Public-private partnerships will focus on the rehabilitation of Fort Delimara and the redevelopment of Ta' Qali Crafts Village. Development briefs will be issued for the redevelopment of the former computer centre at Swatar, the March 31 installation at Birzebbuga and the site of the Holiday Inn.
A Better Regulation Unit will be set up to review government regulation and cut bureaucracy and there will be a review of work practices at Enemalta and St Luke's Hospital.
Dr Gonzi announced incentives to industry which will include an increase of Lm450,000 in the budget of Malta Enterprise (to Lm2.3 million) for new factory building, soft loans, training grants and better facilities in industrial zones. A total of Lm4 million will be given in tax credits for research and innovation. There will be new tax credits for companies setting up back office operations in Malta, companies setting up e-business in Malta and film makers using Malta's facilities. Film makers will also be eligible to refunds of up to 20 per cent of their spending in Malta apart from tax exemptions.
There will be tax credits to companies that pay for studies by their employees.
The promenades at Mellieha, Ta' Xbiex, Marsaxlokk and Wied Babu (Wied Iz-Zurrieq) will be embellished. The old clocktower at Vittoriosa will be rebuilt and Merchants Street, St John Square and Palace Square in Valletta will be embellished.
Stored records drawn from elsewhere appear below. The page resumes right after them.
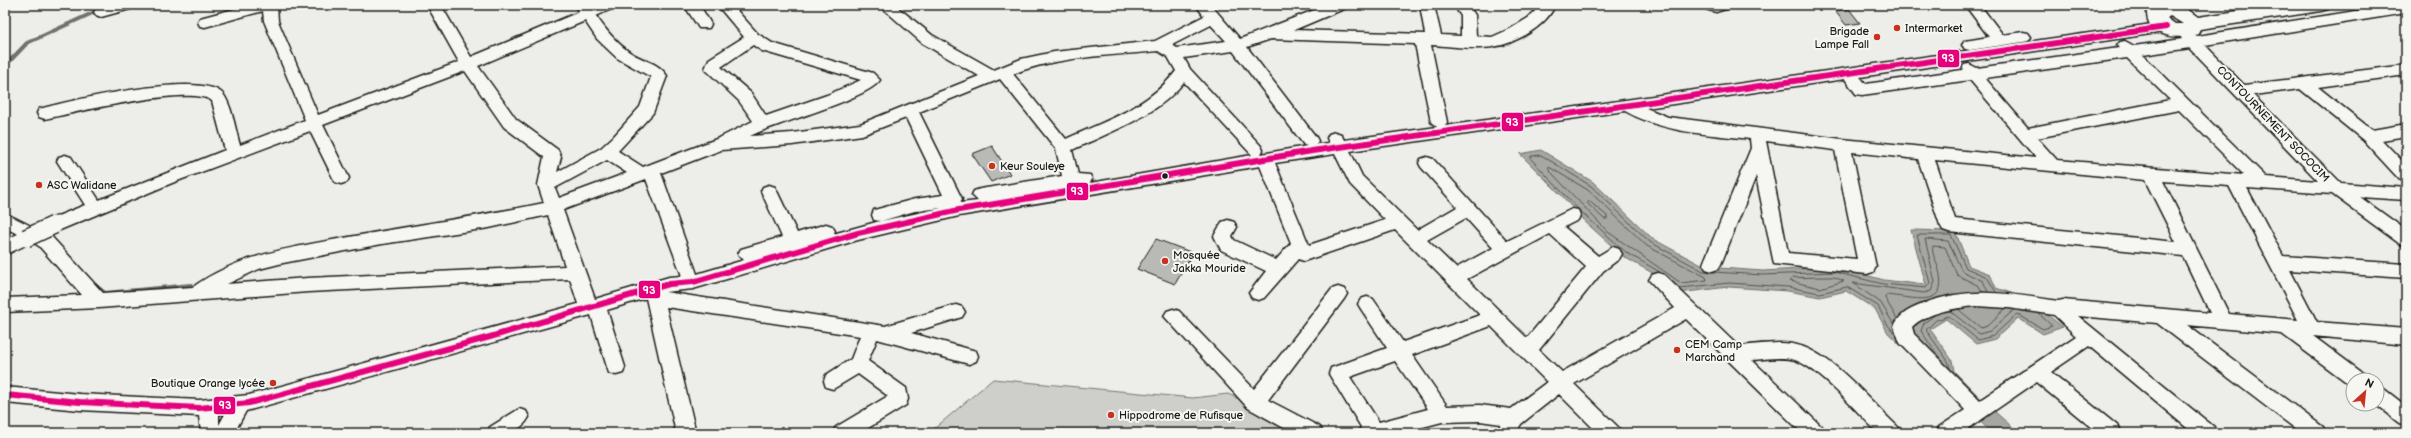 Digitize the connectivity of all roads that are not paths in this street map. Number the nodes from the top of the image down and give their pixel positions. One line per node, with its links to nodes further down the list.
1 (129, 5): 20 (street)
2 (268, 5): 22 (street); 49 (street)
3 (434, 5): 36 (street)
4 (609, 5): 18 (street)
5 (698, 5): 23 (street)
6 (724, 5): 27 (street)
7 (886, 5): 39 (street)
8 (1203, 5): 21 (street)
9 (1341, 5): 25 (street)
10 (1426, 5): 28 (street)
11 (1548, 5): 30 (street)
12 (1707, 5): 13 (street)
13 (1724, 5)
14 (1972, 5): 29 (street)
15 (2254, 5): 24 (main road)
16 (2321, 5): 24 (main road)
17 (1462, 7): 30 (street)
18 (585, 9): 36 (street); 60 (street)
19 (2405, 10): 24 (street)
20 (101, 12)
21 (1214, 17): 31 (street); 32 (street)
22 (205, 22)
23 (704, 24)
24 (2180, 27): 26 (street); 29 (street); 33 (street); 43 (street, CONTOURNEMENT SOCOCIM)
25 (1270, 34): 28 (street); 31 (street)
26 (2113, 35): 33 (street); 35 (street)
27 (753, 38): 50 (street); 50 (street)
28 (1428, 40): 30 (street); 48 (street)
29 (1999, 40): 48 (street)
30 (1469, 41)
31 (1237, 45): 34 (street); 54 (street)
32 (1158, 46): 34 (street); 39 (street)
33 (2130, 52): 41 (street); 44 (street)
34 (1174, 54): 38 (street)
35 (1960, 58): 40 (street); 41 (street)
36 (468, 64): 49 (street); 73 (street)
37 (2406, 70): 42 (street)
38 (1184, 72): 59 (street); 63 (street)
39 (998, 74): 46 (street); 59 (street)
40 (1850, 74): 41 (street); 45 (street)
41 (1974, 75): 52 (street)
42 (2303, 83): 43 (street); 53 (street)
43 (2242, 91): 75 (street, CONTOURNEMENT SOCOCIM)
44 (2180, 104): 52 (street); 72 (street)
45 (1629, 106): 55 (street); 56 (street)
46 (910, 110): 57 (street); 78 (street)
47 (45, 113): 62 (street)
48 (1439, 122): 56 (street)
49 (314, 123): 62 (street); 70 (street)
50 (762, 123): 57 (street)
51 (2406, 130): 53 (street)
52 (2026, 134): 66 (street)
53 (2369, 136): 69 (street)
54 (1310, 141): 56 (street); 63 (street)
55 (1758, 141): 58 (street); 58 (street); 96 (street)
56 (1337, 142): 63 (street); 84 (street)
57 (720, 144): 67 (street)
58 (1842, 145): 61 (street)
59 (1063, 147): 74 (street)
60 (607, 152): 67 (street); 73 (street)
61 (1924, 152): 66 (street); 93 (street)
62 (234, 154): 80 (street)
63 (1260, 155): 74 (street); 90 (street)
64 (65, 161): 80 (street)
65 (1427, 163): 81 (street)
66 (2052, 166): 68 (street)
67 (646, 171): 79 (street); 101 (street)
68 (2151, 174): 71 (street); 93 (street)
69 (2406, 176)
70 (341, 178)
71 (2235, 181): 72 (street); 95 (street)
72 (2262, 183): 75 (street)
73 (546, 185): 79 (street)
74 (1072, 187): 78 (street); 104 (street)
75 (2337, 189): 77 (street); 88 (street, CONTOURNEMENT SOCOCIM)
76 (769, 192): 89 (street)
77 (2406, 194)
78 (954, 199): 89 (street)
79 (554, 207): 100 (street); 105 (street)
80 (95, 208): 91 (street, bridge)
81 (1468, 210): 87 (street); 92 (street)
82 (1572, 215): 85 (street)
83 (5, 220): 108 (street)
84 (1398, 222): 87 (street); 90 (street)
85 (1552, 226): 92 (street); 97 (street)
86 (1228, 227): 98 (street)
87 (1415, 239): 102 (street)
88 (2406, 239)
89 (792, 241): 101 (street)
90 (1300, 245): 98 (street)
91 (5, 248)
92 (1505, 250): 102 (street)
93 (2190, 250): 118 (street)
94 (1613, 254): 97 (street)
95 (2277, 262): 99 (street); 120 (street)
96 (1712, 264)
97 (1597, 266): 124 (street)
98 (1279, 269): 106 (street)
99 (2406, 271)
100 (578, 272): 105 (street); 111 (street)
101 (689, 272): 104 (street)
102 (1454, 277): 117 (street)
103 (1658, 280): 112 (street)
104 (659, 290): 111 (street); 121 (street); 148 (street)
105 (199, 292): 108 (street)
106 (1258, 293)
107 (1338, 294): 136 (street)
108 (99, 301): 110 (street)
109 (1367, 304): 125 (street)
110 (5, 305)
111 (593, 307): 129 (street); 137 (street)
112 (1688, 309): 126 (street); 133 (street)
113 (2061, 309): 115 (street); 122 (street); 139 (street)
114 (956, 312): 121 (street)
115 (2159, 315): 118 (street); 157 (street)
116 (1173, 316): 136 (street)
117 (1494, 317): 124 (street); 125 (street)
118 (2224, 322): 119 (street)
119 (2287, 327): 120 (street); 131 (street)
120 (2312, 329): 123 (street)
121 (879, 332): 127 (street); 128 (street)
122 (2090, 337): 130 (street); 156 (street)
123 (2406, 337)
124 (1528, 350): 133 (street)
125 (1400, 353): 140 (street); 144 (street)
126 (1734, 354): 152 (street); 153 (street)
127 (969, 356)
128 (858, 364): 132 (street); 149 (street)
129 (616, 367)
130 (2037, 372): 139 (street); 155 (street)
131 (2347, 372)
132 (833, 381)
133 (1560, 383): 143 (street); 151 (street)
134 (5, 395): 138 (street)
135 (2385, 401): 142 (street)
136 (1255, 402): 150 (street)
137 (240, 404): 138 (street); 146 (street)
138 (212, 407): 145 (street)
139 (1978, 410): 154 (street)
140 (1442, 414): 143 (street); 144 (street)
141 (519, 416): 147 (street)
142 (2406, 417)
143 (1510, 425)
144 (1372, 432)
145 (216, 433)
146 (224, 433)
147 (497, 433)
148 (686, 433)
149 (843, 433)
150 (1313, 433)
151 (1611, 433)
152 (1815, 433)
153 (1891, 433)
154 (1946, 433)
155 (2112, 433)
156 (2207, 433)
157 (2316, 433) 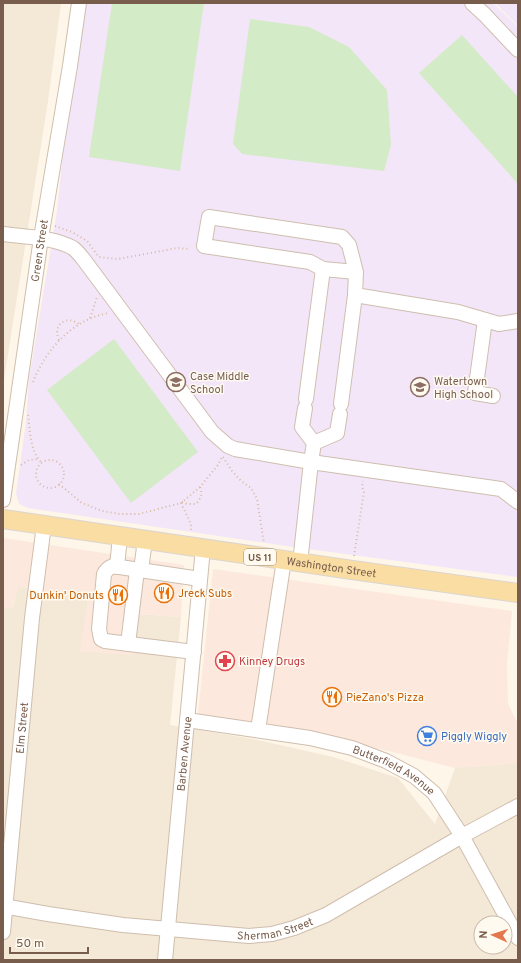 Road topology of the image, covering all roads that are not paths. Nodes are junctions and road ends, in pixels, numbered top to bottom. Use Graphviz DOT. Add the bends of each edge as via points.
graph roads {
  1 [pos="79,3"];
  2 [pos="472,3"];
  3 [pos="518,50"];
  4 [pos="3,234"];
  5 [pos="41,238"];
  6 [pos="323,269"];
  7 [pos="356,272"];
  8 [pos="355,295"];
  9 [pos="485,320"];
  10 [pos="518,321"];
  11 [pos="493,396"];
  12 [pos="314,444"];
  13 [pos="311,462"];
  14 [pos="3,500"];
  15 [pos="518,502"];
  16 [pos="3,519"];
  17 [pos="44,525"];
  18 [pos="120,536"];
  19 [pos="145,540"];
  20 [pos="203,548"];
  21 [pos="292,561"];
  22 [pos="117,567"];
  23 [pos="139,570"];
  24 [pos="200,579"];
  25 [pos="518,593"];
  26 [pos="128,644"];
  27 [pos="194,652"];
  28 [pos="187,720"];
  29 [pos="258,730"];
  30 [pos="518,806"];
  31 [pos="462,836"];
  32 [pos="4,906"];
  33 [pos="169,929"];
  34 [pos="3,932"];
  35 [pos="518,938"];
  36 [pos="166,960"];
  1 -- 5 [label="street, Green Street"];
  2 -- 3 [label="street"];
  4 -- 5 [label="street"];
  5 -- 13 [label="street" via="74,249 212,432 228,446"];
  5 -- 14 [label="street, Green Street"];
  6 -- 7 [label="street"];
  6 -- 7 [label="street" via="310,262 204,246 209,217 342,237 349,245"];
  6 -- 12 [label="street" via="302,427"];
  7 -- 8 [label="street"];
  8 -- 9 [label="street" via="458,312"];
  8 -- 12 [label="street" via="337,433"];
  9 -- 10 [label="street" via="499,324"];
  9 -- 11 [label="street" via="475,393"];
  12 -- 13 [label="street"];
  13 -- 15 [label="street" via="501,489"];
  13 -- 21 [label="street"];
  16 -- 17 [label="main road, Washington Street / US 11"];
  17 -- 18 [label="main road, Washington Street / US 11"];
  17 -- 32 [label="street, Elm Street" via="32,618"];
  18 -- 19 [label="main road, Washington Street / US 11"];
  18 -- 22 [label="street"];
  19 -- 20 [label="main road, Washington Street / US 11"];
  19 -- 23 [label="street"];
  20 -- 21 [label="main road, Washington Street / US 11"];
  20 -- 24 [label="street, Barben Avenue"];
  21 -- 25 [label="main road, Washington Street / US 11"];
  21 -- 29 [label="street"];
  22 -- 23 [label="street"];
  22 -- 26 [label="street" via="105,570 99,635 100,639 105,641"];
  23 -- 24 [label="street"];
  23 -- 26 [label="street"];
  24 -- 27 [label="street, Barben Avenue"];
  26 -- 27 [label="street"];
  27 -- 28 [label="street, Barben Avenue"];
  28 -- 29 [label="street, Butterfield Avenue"];
  28 -- 33 [label="street, Barben Avenue"];
  29 -- 31 [label="street, Butterfield Avenue" via="352,748 386,761 414,776 434,793"];
  30 -- 31 [label="street, Sherman Street"];
  31 -- 33 [label="street, Sherman Street" via="326,915 294,928 272,934 249,936"];
  31 -- 35 [label="street, Butterfield Avenue"];
  32 -- 33 [label="street, Sherman Street" via="122,925"];
  32 -- 34 [label="street, Elm Street"];
  33 -- 36 [label="street, Barben Avenue"];
}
The Malta Maritime Authority and the Civil Aviation Department will be merged to form the Malta Ports Authority.
Spending on education will grow to Lm108 million, including Lm5 million on new schools. There will be new secondary schools in Qormi, Cospicua and Naxxar and a new primary school in Pembroke. The university budget will be supplemented by Lm200,000 for the library.
The refund on the purchase of solar panels will rise to 25 per cent to a maximum of Lm100 and the scheme will be extended to roof insulation systems in private residences. The government will refund 20 per cent, or up to Lm500, of spending made on photovoltaic equipment.
Road works will next year focus on the Regional Road, the Hal Far Road and other arterial roads co-financed by the EU. The government will raise its spending on roads in residential areas by Lm2 million to Lm7 million.
Property inherited before November 25, 1992 will remain subject to the current seven per cent final withholding tax. In the case of properties inherited after that date, there would be no tax on the value of the property as declared in the causa mortis but there would be a 12 per cent charge on the difference between the sale value and the declared value at the time of inheritance, meaning that the tax on the profit would fall from 35 per cent to 12 per cent.